1) What was a "shtetl"? How did it compare to a small village or, alternatively, larger town?

2) Rothenberg's argument is that shtetl life remained vibrant until its physical destruction during World War II. What were some of the examples he gave to support this view?

3) The author asserts that Jews have historically displayed a preference for living in large towns or cities. How did the shtetl, therefore, come to assume such importance in Jewish literature?

4) Why does the author describe the term "shtetl culture" as a misnomer?

5) Were there characteristics common to all East European shtetl? What were some of the dissimilarities between these settlements?

6) With the arrival of more "modern" forms of civil administration, education, and political organization (such as secular political parties), did traditional shtetl life "decline?"

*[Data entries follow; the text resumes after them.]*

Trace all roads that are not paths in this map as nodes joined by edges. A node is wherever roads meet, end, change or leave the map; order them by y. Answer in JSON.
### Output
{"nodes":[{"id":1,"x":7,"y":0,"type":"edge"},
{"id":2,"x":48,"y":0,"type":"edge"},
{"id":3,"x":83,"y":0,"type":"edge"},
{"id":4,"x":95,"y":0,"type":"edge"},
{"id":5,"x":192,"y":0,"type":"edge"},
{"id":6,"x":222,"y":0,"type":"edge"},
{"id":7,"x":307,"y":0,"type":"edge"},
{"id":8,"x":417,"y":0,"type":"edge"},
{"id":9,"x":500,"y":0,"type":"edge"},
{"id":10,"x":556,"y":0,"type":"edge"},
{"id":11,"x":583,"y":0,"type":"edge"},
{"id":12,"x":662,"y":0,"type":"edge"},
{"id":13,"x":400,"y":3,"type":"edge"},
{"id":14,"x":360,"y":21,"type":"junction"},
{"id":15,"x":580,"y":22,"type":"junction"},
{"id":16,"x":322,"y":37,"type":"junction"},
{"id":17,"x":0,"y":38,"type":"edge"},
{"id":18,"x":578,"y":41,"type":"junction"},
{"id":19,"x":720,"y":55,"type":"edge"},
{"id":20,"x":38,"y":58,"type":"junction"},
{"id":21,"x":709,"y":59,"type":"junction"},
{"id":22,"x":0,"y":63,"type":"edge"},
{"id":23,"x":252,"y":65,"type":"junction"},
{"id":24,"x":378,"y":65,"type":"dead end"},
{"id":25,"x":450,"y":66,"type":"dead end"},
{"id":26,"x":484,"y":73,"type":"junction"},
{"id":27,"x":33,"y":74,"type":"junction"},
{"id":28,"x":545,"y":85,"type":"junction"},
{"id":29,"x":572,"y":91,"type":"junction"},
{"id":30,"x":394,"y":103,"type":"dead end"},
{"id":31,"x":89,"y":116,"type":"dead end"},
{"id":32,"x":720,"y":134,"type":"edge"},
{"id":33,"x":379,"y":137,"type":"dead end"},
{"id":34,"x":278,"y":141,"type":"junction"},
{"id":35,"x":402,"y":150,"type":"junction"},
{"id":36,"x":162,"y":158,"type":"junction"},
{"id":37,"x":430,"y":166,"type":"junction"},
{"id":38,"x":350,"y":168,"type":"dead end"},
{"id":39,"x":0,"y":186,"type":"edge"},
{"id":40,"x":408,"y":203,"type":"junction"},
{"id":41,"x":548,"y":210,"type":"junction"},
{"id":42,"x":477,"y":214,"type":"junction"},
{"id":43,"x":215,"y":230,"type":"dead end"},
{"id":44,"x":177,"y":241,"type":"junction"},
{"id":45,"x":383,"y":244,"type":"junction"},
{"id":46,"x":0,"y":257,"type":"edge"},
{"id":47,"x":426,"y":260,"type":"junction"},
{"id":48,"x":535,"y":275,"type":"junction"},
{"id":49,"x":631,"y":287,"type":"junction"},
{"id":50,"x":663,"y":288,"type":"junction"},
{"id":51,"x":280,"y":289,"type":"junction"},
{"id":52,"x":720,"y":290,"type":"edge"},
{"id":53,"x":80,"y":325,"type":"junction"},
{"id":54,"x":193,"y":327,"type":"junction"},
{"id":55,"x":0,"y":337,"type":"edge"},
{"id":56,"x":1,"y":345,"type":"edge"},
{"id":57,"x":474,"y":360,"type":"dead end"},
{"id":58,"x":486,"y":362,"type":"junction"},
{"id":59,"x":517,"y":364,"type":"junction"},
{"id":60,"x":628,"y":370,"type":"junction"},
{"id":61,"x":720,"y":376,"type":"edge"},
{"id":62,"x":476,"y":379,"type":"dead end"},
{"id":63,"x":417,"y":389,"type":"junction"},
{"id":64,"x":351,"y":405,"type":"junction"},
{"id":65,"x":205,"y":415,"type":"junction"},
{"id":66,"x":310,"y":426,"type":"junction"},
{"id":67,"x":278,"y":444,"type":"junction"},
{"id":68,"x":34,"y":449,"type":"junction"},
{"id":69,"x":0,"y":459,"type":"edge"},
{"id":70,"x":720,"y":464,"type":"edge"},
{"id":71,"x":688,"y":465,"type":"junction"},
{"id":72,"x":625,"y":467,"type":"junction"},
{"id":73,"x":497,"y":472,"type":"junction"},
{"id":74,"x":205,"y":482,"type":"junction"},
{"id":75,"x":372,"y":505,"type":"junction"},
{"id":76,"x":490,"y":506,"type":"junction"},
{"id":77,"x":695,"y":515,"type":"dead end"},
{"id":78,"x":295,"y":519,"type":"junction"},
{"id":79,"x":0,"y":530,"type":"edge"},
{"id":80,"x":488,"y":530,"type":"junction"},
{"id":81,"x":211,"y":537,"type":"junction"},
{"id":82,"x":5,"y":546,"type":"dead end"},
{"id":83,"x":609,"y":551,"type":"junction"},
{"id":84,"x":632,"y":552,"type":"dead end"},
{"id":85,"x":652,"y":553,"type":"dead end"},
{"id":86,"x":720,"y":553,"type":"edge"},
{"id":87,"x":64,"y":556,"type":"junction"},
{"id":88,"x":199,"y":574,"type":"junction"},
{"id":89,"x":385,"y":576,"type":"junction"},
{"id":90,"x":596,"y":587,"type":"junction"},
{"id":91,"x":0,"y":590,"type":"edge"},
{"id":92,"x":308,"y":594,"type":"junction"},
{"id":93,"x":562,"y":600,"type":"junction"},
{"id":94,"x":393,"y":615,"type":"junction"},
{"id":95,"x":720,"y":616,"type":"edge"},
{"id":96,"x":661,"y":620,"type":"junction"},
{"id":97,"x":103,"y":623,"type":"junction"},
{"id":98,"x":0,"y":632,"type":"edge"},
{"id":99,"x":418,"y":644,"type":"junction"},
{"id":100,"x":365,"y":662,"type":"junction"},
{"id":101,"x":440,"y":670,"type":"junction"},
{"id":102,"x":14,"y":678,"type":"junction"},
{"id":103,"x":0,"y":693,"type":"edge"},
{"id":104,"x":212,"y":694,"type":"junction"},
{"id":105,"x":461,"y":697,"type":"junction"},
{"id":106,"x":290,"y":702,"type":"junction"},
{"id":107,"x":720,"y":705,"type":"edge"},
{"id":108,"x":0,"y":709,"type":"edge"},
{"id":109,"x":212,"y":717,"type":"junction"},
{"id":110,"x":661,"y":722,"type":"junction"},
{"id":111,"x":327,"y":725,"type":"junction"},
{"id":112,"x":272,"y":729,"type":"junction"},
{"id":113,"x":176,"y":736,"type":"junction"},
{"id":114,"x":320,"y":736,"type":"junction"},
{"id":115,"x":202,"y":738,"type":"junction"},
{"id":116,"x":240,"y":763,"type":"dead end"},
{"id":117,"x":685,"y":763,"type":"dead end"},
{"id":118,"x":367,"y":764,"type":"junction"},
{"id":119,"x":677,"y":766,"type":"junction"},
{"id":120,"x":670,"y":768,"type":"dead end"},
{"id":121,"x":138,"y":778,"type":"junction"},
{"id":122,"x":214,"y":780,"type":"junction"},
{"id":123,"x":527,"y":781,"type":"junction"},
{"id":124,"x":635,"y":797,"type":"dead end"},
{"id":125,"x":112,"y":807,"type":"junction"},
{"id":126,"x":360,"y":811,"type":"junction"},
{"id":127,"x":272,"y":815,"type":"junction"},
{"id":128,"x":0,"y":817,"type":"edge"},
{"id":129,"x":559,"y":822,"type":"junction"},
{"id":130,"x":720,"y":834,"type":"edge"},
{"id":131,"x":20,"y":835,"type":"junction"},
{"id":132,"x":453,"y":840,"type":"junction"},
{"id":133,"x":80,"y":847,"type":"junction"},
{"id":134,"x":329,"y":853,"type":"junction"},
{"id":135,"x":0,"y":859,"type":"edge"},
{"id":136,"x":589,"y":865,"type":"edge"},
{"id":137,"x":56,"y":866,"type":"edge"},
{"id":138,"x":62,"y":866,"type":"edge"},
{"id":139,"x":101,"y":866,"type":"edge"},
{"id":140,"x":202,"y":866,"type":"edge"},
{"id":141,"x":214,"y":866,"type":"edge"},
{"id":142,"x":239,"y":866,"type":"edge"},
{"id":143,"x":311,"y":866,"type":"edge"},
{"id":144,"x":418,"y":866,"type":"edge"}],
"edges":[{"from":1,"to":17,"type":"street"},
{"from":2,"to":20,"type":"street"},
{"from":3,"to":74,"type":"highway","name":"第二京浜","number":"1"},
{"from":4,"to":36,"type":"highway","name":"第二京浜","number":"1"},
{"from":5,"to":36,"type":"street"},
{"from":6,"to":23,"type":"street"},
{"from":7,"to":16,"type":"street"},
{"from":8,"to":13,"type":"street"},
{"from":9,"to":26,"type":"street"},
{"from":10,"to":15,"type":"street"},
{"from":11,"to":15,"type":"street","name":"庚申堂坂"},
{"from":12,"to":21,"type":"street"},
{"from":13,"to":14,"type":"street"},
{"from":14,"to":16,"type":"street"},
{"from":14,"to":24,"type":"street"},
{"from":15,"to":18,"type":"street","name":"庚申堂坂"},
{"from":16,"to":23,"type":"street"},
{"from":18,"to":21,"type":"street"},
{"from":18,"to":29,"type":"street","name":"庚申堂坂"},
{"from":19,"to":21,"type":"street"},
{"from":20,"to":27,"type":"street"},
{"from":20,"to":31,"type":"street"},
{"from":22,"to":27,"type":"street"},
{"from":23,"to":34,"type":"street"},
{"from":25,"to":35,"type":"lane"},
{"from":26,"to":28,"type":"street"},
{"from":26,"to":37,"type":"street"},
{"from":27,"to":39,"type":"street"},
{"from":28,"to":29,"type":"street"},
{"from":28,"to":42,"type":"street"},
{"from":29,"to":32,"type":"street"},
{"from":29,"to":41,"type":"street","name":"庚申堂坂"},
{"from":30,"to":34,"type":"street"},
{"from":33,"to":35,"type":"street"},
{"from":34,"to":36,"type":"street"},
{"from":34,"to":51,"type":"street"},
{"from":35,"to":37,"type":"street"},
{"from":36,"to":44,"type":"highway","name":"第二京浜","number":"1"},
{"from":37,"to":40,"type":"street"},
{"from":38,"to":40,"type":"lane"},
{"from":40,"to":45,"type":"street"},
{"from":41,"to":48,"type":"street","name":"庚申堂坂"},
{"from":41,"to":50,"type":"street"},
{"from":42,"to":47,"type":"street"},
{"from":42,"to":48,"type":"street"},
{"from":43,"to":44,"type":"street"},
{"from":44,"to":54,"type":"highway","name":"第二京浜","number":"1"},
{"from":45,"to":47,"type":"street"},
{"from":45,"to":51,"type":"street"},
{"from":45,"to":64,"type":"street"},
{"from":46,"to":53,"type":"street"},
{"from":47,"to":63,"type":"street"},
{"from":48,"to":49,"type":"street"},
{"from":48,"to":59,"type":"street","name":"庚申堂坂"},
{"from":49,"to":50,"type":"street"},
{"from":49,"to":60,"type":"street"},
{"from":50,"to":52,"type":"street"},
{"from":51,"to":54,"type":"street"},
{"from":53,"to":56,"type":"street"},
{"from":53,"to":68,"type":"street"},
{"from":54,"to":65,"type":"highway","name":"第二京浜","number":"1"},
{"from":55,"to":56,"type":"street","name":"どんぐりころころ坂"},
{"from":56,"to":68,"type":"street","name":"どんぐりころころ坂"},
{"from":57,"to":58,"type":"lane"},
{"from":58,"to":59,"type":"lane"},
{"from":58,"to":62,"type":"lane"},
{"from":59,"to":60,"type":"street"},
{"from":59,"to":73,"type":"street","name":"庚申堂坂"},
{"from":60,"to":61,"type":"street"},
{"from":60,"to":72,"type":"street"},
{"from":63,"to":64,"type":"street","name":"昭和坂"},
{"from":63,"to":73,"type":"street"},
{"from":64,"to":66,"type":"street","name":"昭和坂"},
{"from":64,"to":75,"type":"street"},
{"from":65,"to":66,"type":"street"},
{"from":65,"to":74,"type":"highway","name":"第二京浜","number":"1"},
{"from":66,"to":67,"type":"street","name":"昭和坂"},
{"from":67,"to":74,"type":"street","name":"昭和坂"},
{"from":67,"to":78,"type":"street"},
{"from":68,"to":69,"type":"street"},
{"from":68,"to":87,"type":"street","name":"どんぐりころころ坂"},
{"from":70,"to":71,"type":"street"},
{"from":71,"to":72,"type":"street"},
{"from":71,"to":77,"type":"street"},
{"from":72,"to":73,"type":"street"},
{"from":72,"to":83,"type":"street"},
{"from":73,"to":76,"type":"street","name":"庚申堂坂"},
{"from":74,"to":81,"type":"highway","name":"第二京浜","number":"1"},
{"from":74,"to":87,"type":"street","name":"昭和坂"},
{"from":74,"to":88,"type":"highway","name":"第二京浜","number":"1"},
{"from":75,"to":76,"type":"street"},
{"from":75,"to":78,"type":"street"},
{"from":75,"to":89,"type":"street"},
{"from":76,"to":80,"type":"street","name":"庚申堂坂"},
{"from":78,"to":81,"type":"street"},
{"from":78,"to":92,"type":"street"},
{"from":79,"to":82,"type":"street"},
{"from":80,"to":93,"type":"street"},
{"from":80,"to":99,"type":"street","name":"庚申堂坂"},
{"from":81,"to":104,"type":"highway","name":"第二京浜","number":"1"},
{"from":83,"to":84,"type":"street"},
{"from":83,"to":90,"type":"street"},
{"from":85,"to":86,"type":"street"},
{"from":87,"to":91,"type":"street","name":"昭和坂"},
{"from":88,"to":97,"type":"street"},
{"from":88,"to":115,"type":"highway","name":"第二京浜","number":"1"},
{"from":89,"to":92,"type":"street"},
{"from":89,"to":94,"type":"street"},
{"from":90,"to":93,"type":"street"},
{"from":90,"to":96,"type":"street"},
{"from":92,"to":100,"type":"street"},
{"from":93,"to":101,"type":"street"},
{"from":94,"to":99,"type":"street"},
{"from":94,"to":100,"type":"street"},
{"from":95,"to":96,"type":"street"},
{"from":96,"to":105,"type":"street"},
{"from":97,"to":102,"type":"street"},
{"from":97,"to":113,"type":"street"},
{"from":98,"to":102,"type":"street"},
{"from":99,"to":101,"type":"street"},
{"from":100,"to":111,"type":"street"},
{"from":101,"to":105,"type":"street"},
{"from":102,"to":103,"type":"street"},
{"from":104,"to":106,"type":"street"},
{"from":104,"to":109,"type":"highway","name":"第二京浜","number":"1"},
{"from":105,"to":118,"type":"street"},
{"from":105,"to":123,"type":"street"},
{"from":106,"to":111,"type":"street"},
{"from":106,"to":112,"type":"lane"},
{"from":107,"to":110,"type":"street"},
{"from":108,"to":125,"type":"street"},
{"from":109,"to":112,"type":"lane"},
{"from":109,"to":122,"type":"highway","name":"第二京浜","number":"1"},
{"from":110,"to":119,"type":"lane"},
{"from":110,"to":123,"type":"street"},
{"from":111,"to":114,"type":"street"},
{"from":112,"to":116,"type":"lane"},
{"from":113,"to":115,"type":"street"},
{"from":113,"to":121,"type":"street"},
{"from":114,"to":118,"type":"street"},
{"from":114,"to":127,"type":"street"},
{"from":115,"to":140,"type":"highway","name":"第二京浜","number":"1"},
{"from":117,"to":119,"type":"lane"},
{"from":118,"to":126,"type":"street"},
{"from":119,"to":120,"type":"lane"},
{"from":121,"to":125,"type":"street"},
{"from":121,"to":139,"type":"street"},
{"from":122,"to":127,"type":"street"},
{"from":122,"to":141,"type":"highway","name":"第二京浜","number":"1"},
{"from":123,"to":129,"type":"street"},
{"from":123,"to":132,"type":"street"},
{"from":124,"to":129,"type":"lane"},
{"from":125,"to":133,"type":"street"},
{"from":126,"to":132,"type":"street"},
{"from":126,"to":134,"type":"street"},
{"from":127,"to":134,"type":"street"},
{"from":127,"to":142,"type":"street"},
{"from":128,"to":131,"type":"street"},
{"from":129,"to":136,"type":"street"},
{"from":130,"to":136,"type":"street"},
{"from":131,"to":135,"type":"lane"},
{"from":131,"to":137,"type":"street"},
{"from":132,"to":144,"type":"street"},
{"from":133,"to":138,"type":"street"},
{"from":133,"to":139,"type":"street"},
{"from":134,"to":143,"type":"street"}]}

7) Rothenberg suggested that "traditional" typically means that which is characterized by religious practice and tradition. Using the evolution of the shtetl as an example, did the arrival of "modernity" enhance, detract, or leave unaffected Jewish "identity"?

8) What were some of the powers and administrative structures which Jews used to govern their own affairs in Poland and the Baltic states after World War I?

9) How did the kehilah evolve over time, according to the author?

10) Why did many Jewish writers have a stake in relegating the shtetl to the status of a quaint (if not embarrassing) anachronism following World War II? Did the motives of these writers differ from one another?